EXERCISE GOAL: Range to copy from the entries below: the line containing "ring dip: (687, 310)" through the line containing "pinky tip: (1021, 1044)", inclusive. Retype only those lines, exactly, without any images.

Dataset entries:
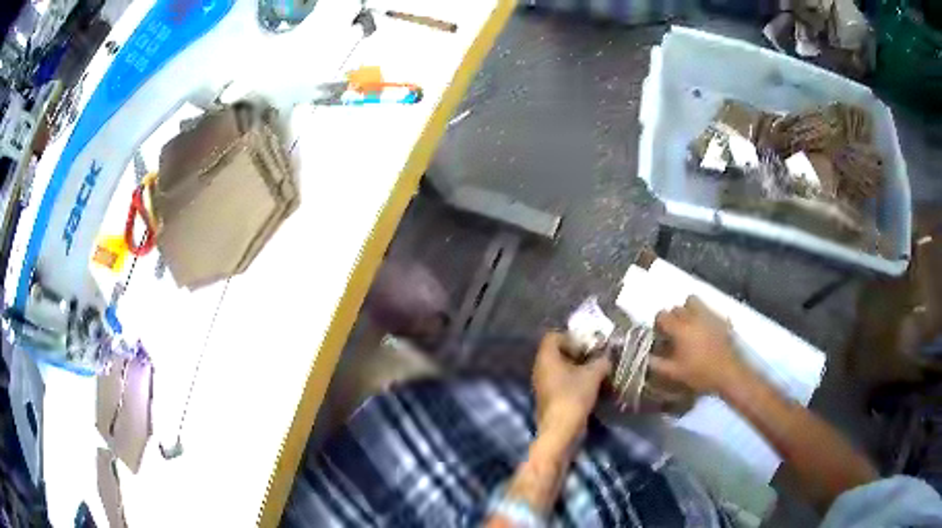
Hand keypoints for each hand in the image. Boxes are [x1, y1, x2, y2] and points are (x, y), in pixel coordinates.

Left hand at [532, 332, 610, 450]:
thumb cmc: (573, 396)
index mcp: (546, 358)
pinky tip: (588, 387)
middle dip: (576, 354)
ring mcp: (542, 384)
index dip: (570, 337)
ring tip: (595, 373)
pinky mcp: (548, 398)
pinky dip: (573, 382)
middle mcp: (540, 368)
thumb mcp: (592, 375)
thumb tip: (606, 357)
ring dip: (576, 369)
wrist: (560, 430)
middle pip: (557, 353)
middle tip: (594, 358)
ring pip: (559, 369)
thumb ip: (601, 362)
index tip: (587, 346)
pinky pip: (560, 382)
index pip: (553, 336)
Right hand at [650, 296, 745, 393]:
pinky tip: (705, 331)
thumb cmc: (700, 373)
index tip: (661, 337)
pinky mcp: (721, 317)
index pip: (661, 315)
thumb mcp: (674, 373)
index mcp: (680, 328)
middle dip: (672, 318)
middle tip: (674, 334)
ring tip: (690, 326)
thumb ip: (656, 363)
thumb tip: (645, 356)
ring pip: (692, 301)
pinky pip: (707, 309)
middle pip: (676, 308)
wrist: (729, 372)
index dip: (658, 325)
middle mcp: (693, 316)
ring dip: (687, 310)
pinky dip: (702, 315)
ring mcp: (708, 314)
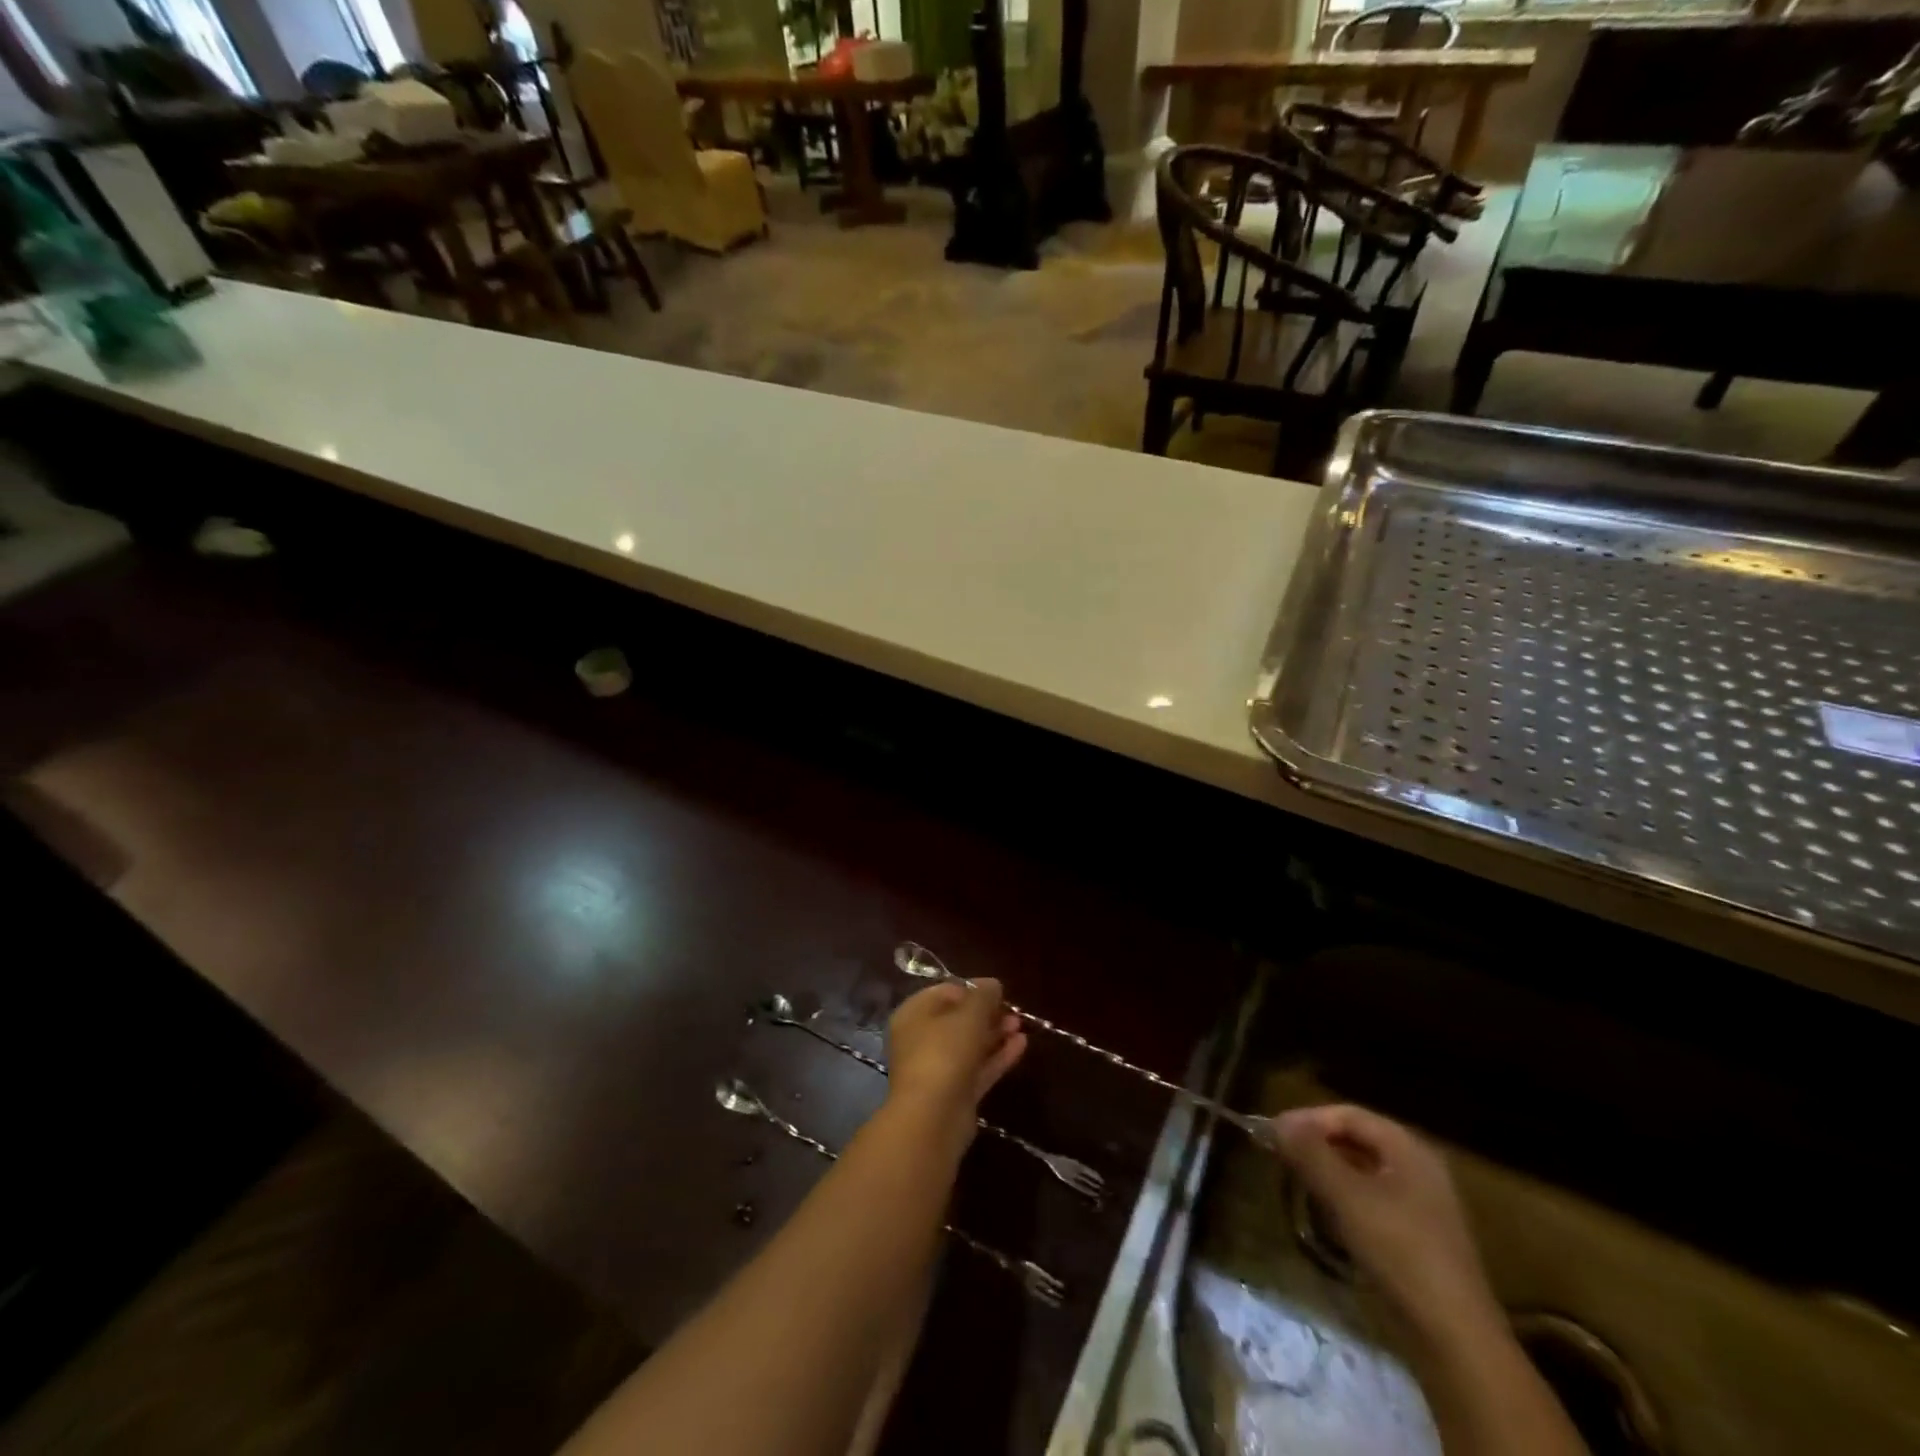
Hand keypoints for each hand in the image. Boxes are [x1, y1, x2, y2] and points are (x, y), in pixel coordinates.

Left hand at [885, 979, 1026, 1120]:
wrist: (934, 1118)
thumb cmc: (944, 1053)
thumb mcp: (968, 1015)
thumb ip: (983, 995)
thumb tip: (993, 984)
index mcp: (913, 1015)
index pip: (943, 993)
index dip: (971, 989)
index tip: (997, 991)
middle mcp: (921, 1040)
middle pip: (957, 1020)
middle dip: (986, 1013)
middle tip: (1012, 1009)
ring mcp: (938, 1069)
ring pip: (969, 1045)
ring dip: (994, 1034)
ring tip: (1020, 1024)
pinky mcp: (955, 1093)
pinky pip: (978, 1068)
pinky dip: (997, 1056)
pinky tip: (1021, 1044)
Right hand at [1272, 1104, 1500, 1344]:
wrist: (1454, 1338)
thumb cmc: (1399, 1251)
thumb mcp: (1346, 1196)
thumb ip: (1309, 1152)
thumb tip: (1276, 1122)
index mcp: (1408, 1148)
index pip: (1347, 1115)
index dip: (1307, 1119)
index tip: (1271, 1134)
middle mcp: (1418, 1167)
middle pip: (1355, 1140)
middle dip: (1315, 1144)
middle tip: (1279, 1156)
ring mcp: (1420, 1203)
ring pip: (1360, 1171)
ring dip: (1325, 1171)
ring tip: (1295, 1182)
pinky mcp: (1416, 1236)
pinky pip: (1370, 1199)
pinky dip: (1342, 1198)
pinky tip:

ANSWER AREA:
ring dip: (687, 310)
pinky dip: (702, 315)
ring mcp: (708, 314)
Hand keypoints for each hand in the image. Boxes are [x1, y1, x2, y2] and points are (x, y), in pixel coordinates.

Left hand at [885, 979, 1026, 1120]:
wrist: (934, 1118)
thumb cmc: (944, 1053)
thumb mcp: (968, 1015)
thumb ip: (983, 995)
thumb tip: (993, 984)
index mcp: (913, 1015)
index pip: (943, 993)
index dip: (971, 989)
index tip: (997, 991)
middle mcp: (921, 1040)
middle pip: (957, 1020)
middle dip: (986, 1013)
middle tip: (1012, 1009)
ring mcp: (938, 1069)
ring pip: (969, 1045)
ring dip: (994, 1034)
ring tip: (1020, 1024)
pinky mcp: (955, 1093)
pinky pip: (978, 1068)
pinky dip: (997, 1056)
pinky tip: (1021, 1044)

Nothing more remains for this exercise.